Task requirements:
In the records below, some lines hold the word "forest". Copy each of those lines.

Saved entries
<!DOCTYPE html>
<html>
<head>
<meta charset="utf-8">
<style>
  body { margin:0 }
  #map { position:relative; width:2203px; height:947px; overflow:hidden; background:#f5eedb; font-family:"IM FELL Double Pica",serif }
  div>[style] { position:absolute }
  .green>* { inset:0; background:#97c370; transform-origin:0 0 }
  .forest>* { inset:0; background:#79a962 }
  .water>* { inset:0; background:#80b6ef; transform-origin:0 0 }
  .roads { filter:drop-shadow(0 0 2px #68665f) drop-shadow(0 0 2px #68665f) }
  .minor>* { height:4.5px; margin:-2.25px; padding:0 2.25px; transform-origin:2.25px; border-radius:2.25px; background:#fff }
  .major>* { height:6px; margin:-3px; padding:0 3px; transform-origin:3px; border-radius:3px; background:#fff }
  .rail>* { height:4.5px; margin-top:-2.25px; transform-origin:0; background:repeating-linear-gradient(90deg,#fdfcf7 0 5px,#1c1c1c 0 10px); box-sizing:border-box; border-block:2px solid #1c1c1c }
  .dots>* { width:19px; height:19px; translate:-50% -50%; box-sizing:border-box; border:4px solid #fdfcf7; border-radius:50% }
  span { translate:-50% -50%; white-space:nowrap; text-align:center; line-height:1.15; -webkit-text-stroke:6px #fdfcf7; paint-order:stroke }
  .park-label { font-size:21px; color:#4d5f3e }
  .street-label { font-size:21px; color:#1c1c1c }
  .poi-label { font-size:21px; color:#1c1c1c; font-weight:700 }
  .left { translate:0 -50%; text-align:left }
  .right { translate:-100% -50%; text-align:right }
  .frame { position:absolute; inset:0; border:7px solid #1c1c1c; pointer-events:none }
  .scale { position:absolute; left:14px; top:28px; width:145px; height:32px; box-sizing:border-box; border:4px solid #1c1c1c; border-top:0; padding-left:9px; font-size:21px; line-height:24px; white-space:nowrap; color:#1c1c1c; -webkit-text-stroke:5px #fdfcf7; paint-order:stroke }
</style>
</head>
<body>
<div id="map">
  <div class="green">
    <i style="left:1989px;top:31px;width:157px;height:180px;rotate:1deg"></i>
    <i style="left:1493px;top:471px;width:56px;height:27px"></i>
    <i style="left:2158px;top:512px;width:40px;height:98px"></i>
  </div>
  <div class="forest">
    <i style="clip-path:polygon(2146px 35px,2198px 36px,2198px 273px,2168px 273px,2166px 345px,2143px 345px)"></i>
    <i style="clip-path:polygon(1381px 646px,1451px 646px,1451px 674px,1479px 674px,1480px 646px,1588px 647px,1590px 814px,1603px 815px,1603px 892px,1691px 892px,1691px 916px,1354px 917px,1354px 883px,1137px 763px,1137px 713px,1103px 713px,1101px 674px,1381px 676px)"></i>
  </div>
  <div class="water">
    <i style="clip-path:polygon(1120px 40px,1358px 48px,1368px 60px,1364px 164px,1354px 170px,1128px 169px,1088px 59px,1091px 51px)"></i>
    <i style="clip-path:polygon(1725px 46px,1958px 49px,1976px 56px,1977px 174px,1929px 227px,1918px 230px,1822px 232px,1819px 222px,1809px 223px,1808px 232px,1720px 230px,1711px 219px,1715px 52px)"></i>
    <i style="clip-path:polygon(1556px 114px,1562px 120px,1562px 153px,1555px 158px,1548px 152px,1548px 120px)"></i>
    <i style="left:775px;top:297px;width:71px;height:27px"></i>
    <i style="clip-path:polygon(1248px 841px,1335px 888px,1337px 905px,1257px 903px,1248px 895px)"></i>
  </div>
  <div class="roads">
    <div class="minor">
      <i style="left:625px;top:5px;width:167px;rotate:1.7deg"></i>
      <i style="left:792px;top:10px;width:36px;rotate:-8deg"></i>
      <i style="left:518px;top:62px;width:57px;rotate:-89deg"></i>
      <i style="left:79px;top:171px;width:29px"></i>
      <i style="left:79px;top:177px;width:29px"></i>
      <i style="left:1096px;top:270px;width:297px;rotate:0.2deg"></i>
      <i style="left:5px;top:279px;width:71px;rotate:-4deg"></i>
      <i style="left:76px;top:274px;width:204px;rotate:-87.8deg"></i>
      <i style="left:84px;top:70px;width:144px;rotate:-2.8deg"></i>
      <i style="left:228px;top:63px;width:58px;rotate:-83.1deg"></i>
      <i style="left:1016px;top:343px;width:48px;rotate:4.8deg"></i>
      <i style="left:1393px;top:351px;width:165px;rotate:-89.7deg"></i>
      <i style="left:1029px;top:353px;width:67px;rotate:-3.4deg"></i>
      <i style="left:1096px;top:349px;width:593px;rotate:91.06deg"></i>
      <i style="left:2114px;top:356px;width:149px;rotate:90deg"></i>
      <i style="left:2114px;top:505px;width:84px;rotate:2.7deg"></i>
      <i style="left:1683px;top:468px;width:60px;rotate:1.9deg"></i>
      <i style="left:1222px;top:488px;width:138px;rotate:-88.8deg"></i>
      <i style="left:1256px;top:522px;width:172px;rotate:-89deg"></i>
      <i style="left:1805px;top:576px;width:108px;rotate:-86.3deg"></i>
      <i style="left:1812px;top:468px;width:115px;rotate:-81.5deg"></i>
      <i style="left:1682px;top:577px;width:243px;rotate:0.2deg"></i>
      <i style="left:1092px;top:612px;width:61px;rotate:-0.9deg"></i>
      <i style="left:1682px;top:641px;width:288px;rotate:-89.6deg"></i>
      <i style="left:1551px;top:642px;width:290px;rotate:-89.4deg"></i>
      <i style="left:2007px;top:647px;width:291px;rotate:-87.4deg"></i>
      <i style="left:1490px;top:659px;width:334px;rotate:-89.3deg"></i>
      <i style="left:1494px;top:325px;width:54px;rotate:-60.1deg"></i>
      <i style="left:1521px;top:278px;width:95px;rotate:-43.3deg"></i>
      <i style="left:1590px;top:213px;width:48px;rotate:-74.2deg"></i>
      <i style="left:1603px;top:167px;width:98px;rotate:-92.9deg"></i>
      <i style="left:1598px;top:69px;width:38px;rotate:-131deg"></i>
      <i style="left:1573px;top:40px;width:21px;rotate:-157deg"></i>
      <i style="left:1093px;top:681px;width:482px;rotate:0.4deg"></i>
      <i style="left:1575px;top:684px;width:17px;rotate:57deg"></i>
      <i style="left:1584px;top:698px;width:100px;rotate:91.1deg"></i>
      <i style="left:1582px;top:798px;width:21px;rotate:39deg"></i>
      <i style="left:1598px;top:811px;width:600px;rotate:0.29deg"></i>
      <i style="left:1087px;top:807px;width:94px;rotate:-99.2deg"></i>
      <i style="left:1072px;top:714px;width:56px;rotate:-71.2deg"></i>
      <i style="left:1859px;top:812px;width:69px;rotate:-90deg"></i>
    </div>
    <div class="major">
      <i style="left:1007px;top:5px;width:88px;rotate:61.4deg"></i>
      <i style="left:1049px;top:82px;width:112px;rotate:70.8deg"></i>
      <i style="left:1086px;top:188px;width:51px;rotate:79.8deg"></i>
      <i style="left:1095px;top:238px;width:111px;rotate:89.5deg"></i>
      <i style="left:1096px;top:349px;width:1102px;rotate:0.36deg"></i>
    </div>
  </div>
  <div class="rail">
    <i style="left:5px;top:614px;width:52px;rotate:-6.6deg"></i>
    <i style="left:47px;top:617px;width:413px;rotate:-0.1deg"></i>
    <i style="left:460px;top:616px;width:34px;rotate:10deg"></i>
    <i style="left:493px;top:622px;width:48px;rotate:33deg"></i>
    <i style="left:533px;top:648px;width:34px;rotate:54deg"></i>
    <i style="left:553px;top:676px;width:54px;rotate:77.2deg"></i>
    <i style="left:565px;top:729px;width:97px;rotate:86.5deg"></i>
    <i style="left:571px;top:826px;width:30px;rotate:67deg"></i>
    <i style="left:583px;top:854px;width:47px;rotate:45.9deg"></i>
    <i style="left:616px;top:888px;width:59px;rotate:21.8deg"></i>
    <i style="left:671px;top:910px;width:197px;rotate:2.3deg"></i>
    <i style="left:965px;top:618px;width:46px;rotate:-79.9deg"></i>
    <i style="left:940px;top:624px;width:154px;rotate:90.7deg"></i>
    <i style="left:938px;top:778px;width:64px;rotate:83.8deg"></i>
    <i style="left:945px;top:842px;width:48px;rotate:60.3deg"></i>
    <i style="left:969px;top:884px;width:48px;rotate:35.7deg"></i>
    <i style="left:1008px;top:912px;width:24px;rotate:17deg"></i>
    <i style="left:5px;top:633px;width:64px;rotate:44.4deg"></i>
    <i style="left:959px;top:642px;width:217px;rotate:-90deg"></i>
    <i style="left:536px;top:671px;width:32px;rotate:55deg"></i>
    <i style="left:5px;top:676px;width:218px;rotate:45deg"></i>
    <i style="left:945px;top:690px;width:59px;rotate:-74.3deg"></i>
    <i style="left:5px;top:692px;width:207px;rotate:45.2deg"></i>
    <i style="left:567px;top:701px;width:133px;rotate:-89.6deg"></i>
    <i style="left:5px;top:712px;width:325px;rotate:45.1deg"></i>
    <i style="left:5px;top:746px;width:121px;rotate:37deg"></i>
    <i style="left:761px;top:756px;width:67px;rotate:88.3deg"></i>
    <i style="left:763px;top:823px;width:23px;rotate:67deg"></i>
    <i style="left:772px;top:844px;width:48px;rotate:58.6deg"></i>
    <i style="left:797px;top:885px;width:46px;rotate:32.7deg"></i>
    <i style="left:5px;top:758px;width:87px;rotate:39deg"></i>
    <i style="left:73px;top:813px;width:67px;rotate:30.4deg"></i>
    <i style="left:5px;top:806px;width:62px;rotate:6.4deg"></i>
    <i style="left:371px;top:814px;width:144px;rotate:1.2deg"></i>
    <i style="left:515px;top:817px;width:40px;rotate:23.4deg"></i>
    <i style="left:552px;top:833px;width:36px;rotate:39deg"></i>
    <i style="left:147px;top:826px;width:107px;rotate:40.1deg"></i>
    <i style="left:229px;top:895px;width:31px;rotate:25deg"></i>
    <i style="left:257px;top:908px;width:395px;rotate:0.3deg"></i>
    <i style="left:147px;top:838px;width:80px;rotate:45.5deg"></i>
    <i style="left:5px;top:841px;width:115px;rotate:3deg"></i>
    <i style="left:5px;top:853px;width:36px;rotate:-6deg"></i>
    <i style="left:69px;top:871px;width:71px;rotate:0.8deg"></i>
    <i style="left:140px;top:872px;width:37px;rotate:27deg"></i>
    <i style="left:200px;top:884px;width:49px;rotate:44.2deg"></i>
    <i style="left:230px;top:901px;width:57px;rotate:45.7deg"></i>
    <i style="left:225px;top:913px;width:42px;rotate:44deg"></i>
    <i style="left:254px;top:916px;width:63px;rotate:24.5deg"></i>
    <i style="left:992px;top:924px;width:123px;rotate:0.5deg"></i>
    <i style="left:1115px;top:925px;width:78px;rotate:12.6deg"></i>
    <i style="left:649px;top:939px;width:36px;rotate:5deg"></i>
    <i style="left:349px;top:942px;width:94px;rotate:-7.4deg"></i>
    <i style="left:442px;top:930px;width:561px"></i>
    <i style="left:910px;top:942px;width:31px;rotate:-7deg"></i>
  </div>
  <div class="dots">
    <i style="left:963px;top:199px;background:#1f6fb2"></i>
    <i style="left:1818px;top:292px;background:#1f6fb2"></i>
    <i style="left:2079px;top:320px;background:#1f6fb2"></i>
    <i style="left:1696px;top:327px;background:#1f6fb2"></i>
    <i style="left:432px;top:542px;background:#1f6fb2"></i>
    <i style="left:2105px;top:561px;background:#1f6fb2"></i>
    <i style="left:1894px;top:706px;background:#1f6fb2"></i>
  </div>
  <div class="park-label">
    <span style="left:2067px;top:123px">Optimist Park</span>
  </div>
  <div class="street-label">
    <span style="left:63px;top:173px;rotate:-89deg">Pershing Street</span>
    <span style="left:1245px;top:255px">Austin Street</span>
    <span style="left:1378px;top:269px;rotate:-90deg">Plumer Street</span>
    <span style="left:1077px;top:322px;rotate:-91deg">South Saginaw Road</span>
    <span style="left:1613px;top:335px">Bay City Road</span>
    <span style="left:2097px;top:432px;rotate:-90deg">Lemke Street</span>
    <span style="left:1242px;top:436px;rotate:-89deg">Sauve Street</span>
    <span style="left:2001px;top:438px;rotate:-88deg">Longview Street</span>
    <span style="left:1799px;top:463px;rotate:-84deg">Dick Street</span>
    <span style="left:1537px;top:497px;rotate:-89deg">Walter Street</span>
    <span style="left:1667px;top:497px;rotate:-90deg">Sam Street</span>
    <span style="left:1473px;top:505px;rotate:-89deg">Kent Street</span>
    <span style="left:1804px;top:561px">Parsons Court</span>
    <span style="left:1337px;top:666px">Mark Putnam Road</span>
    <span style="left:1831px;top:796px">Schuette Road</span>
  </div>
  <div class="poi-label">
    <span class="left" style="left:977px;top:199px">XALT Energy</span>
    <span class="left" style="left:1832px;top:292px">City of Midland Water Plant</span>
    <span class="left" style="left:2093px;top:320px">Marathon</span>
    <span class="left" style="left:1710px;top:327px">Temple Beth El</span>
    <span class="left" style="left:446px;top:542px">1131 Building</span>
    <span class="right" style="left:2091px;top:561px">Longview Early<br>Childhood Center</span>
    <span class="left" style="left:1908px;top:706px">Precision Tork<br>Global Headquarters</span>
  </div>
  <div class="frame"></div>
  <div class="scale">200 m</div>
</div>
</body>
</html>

Answer to this exercise:
  .forest>* { inset:0; background:#79a962 }
  <div class="forest">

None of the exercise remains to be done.